The lines you return should be those containing the string "hand", taken from the data below.

Extracted data entries:
+ + + +

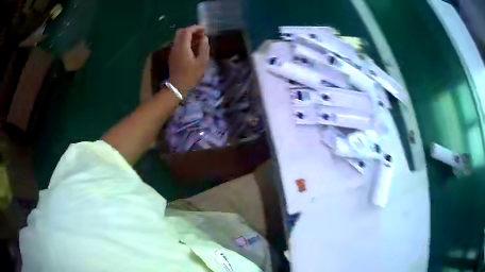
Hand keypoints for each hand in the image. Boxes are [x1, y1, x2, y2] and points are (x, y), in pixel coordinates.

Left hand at [169, 25, 209, 96]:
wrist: (177, 87)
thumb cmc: (191, 76)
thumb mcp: (202, 62)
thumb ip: (204, 48)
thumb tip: (204, 38)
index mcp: (182, 47)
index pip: (187, 31)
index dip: (196, 28)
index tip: (204, 29)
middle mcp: (176, 47)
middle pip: (181, 32)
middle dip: (191, 30)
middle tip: (201, 34)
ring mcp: (173, 51)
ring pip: (179, 37)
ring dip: (188, 35)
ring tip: (199, 40)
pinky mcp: (173, 55)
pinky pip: (178, 43)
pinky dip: (186, 41)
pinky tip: (193, 47)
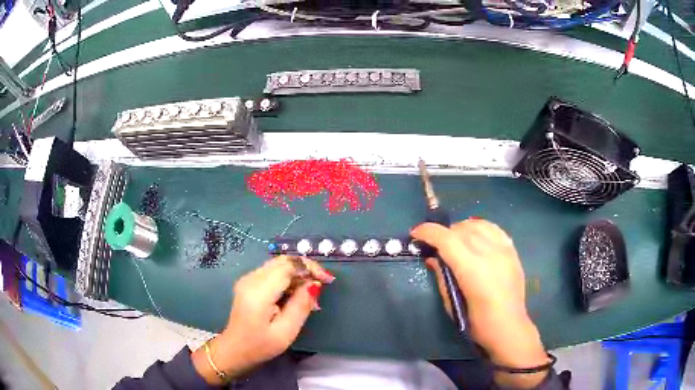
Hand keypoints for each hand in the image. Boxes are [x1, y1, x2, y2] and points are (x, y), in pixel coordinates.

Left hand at [192, 255, 334, 384]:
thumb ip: (300, 306)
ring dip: (297, 274)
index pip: (287, 266)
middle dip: (305, 268)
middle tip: (321, 285)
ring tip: (311, 294)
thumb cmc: (260, 345)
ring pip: (278, 264)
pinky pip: (273, 272)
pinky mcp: (248, 282)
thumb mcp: (286, 332)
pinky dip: (288, 278)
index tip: (327, 280)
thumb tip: (315, 284)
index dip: (309, 268)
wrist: (235, 349)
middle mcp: (250, 279)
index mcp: (258, 292)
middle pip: (282, 261)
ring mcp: (247, 279)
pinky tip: (296, 294)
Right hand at [411, 219, 549, 387]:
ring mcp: (503, 250)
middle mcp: (489, 254)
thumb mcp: (452, 304)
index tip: (416, 233)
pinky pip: (494, 229)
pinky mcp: (512, 251)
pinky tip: (475, 236)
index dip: (428, 232)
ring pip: (478, 225)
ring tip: (455, 239)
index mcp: (472, 269)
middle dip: (443, 233)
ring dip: (461, 228)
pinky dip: (480, 228)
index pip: (447, 240)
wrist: (509, 327)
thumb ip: (442, 277)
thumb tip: (432, 258)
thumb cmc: (477, 323)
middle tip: (434, 244)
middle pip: (461, 230)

+ + + +

#### [Exercise solution]
Hand keypoints for each hand in the image. Boxes are [x1, y1, x2, y2] and points are (x, y), in pixel coordinates.
Left hand at [169, 25, 209, 96]:
Hand keypoints for each hand in the image. Boxes are [x1, y1, x2, y2] and points are (x, y), in pixel coordinates.
Left hand at [192, 255, 334, 384]:
Right hand at [411, 219, 549, 387]:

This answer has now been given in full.